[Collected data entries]
○ ○ ○ ○

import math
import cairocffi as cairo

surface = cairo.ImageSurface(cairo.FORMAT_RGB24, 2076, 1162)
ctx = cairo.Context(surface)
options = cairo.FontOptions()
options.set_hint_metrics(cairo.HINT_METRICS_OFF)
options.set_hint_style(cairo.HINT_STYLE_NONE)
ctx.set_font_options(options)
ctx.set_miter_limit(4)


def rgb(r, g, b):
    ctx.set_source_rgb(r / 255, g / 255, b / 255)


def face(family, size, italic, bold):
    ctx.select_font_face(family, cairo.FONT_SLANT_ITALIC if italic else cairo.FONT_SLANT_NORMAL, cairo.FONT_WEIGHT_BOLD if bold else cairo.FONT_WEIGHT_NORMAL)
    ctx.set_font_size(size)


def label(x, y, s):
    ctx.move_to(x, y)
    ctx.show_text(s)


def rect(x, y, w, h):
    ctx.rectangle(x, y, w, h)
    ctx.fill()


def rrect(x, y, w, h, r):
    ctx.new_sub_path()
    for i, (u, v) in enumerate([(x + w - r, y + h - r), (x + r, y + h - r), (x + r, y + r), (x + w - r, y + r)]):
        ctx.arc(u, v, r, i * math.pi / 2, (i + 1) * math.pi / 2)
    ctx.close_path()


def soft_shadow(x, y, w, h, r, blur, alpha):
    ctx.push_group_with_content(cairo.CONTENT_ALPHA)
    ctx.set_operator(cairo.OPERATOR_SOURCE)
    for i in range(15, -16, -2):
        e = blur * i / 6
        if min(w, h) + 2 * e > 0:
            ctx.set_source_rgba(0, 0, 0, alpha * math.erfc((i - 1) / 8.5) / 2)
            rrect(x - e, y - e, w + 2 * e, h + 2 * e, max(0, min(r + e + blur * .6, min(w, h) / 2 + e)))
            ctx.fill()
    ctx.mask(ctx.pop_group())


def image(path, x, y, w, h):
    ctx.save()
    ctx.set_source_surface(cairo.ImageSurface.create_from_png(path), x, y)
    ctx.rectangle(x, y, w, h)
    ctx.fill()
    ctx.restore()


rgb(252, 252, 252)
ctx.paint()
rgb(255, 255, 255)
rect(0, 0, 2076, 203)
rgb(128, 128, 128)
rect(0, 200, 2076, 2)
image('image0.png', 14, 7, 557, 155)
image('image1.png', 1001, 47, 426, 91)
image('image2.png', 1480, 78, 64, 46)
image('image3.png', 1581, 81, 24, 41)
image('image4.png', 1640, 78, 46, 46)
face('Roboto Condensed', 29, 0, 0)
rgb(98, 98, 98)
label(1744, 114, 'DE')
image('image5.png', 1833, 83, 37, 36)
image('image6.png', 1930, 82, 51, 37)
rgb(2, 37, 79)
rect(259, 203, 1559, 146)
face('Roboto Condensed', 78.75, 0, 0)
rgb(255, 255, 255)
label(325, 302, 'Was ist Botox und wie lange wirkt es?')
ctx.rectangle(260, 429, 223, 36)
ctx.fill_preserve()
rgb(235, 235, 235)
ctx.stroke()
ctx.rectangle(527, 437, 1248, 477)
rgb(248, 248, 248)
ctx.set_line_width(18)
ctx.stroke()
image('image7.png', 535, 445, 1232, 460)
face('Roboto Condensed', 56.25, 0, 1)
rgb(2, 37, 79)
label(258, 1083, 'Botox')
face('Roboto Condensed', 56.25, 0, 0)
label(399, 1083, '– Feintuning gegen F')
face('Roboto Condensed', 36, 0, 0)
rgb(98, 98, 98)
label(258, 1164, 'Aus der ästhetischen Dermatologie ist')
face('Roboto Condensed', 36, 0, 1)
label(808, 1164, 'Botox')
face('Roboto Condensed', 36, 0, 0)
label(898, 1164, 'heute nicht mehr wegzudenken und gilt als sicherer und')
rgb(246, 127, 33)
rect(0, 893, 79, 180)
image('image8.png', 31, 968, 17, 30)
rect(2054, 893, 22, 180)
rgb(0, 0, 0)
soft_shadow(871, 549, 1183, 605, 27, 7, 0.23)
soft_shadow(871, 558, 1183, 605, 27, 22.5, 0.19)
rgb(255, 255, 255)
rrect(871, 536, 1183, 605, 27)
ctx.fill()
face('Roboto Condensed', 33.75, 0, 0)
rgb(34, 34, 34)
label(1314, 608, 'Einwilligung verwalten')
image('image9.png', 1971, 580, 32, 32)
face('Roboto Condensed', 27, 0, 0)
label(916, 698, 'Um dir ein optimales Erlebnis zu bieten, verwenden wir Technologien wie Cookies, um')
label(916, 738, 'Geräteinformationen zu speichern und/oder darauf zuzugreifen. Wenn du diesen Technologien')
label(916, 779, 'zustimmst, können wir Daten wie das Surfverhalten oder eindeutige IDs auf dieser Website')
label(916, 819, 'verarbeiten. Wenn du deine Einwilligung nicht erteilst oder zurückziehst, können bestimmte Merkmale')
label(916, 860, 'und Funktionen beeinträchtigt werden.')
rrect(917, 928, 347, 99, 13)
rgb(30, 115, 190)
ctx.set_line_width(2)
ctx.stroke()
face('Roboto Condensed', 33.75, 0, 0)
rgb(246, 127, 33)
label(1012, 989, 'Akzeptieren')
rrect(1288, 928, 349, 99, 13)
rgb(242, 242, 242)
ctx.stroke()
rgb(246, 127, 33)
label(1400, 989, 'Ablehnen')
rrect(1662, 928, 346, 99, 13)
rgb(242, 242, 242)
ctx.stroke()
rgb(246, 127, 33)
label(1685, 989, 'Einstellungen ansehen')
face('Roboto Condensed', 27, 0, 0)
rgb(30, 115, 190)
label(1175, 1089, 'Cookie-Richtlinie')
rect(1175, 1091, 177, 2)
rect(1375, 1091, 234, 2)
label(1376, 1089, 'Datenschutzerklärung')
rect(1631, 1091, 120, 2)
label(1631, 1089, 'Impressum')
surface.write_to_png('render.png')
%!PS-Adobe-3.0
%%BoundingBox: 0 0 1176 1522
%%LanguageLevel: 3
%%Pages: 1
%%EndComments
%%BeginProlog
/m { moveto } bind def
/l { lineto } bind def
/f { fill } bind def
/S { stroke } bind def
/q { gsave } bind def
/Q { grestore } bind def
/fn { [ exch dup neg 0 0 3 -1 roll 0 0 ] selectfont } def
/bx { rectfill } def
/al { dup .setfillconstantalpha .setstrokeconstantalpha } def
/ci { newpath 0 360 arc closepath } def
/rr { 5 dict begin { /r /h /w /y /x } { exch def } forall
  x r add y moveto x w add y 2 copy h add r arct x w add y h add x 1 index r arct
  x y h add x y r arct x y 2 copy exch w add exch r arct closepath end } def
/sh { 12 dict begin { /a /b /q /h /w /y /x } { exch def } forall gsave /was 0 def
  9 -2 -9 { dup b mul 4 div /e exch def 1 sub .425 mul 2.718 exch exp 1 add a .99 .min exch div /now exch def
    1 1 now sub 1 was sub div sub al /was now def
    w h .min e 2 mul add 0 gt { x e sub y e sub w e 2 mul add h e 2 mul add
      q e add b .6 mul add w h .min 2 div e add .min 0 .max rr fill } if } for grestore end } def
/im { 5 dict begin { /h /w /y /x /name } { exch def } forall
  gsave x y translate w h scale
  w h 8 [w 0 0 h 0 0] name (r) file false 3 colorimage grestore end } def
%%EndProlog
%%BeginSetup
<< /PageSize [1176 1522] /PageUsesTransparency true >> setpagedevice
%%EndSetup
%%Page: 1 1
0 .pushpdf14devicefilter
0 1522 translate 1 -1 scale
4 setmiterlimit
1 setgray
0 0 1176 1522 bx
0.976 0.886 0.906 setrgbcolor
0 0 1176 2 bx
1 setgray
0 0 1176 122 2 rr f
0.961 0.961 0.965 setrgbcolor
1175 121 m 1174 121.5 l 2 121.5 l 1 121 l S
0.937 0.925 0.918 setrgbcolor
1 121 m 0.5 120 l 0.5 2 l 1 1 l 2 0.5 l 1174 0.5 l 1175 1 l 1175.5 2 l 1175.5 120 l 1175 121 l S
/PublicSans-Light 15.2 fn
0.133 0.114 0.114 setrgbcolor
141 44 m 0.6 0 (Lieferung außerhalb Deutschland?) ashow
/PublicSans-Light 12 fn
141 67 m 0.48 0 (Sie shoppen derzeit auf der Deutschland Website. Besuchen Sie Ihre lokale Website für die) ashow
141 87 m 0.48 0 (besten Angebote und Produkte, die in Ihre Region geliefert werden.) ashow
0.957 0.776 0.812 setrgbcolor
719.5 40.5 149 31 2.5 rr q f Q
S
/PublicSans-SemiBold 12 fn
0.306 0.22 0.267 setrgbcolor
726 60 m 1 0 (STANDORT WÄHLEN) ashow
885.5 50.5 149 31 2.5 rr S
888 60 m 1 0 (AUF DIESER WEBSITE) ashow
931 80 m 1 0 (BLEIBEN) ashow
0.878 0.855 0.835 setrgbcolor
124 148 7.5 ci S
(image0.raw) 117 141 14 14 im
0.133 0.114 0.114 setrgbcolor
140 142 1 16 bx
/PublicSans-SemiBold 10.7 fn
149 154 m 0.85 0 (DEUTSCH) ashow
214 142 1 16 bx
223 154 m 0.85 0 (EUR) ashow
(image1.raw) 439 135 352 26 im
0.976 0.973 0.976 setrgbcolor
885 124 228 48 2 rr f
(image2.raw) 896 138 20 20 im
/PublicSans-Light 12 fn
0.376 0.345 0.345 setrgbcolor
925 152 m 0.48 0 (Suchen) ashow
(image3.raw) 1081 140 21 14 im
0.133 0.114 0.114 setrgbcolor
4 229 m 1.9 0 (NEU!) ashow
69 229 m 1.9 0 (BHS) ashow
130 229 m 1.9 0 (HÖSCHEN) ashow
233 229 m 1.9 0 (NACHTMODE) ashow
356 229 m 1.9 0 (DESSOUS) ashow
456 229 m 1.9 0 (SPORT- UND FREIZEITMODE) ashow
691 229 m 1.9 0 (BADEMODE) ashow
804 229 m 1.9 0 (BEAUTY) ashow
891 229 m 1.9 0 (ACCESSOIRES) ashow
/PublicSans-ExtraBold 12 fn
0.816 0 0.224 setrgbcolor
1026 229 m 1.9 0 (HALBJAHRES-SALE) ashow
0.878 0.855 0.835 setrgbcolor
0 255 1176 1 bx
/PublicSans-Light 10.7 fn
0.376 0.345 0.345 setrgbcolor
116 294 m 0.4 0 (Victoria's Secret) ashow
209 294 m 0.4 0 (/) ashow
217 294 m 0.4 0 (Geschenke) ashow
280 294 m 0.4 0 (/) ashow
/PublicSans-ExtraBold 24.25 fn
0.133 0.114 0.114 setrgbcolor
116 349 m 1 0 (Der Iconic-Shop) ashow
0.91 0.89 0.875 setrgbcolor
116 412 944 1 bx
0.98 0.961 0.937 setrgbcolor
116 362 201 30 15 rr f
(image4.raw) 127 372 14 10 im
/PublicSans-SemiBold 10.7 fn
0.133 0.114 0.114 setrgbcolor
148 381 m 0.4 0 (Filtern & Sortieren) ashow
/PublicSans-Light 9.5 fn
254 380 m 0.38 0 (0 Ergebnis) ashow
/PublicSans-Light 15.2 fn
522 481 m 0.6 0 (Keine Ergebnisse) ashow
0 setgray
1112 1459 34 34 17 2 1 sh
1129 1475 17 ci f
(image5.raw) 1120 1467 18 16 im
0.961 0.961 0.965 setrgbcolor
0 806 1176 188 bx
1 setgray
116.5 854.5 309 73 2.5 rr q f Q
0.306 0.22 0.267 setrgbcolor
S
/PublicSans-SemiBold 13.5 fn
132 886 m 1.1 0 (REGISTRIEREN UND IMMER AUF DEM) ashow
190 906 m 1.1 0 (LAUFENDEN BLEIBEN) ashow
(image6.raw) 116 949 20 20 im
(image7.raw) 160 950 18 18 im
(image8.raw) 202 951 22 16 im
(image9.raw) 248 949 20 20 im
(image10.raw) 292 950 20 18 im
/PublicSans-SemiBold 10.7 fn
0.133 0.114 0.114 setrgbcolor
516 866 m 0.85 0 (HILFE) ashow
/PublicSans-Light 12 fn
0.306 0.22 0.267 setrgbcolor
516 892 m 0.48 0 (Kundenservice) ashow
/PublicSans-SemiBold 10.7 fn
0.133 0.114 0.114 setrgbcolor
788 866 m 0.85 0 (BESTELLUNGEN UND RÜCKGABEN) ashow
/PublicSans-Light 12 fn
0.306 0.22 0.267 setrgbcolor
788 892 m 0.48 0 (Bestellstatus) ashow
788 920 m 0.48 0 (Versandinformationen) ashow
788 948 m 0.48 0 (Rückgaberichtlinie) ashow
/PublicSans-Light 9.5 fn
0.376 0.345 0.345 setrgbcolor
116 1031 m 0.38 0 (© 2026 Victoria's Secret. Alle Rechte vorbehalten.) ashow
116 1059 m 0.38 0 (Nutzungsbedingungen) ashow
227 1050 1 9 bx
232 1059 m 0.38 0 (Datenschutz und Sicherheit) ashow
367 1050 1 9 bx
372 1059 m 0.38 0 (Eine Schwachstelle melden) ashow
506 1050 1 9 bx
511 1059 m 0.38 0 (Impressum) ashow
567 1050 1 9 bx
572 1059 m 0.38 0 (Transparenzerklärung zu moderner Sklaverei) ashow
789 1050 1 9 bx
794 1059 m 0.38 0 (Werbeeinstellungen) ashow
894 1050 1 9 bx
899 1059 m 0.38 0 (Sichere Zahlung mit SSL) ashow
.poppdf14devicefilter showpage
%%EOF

○ ○ ○ ○

■ **YOUR TASK**: Restate verbatim all lines from the start of the data through the line containing "options.set_hint_style(cairo.HINT_STYLE_NONE)", with both ends kept.

■ **WRITTEN SOLUTION**:
import math
import cairocffi as cairo

surface = cairo.ImageSurface(cairo.FORMAT_RGB24, 2076, 1162)
ctx = cairo.Context(surface)
options = cairo.FontOptions()
options.set_hint_metrics(cairo.HINT_METRICS_OFF)
options.set_hint_style(cairo.HINT_STYLE_NONE)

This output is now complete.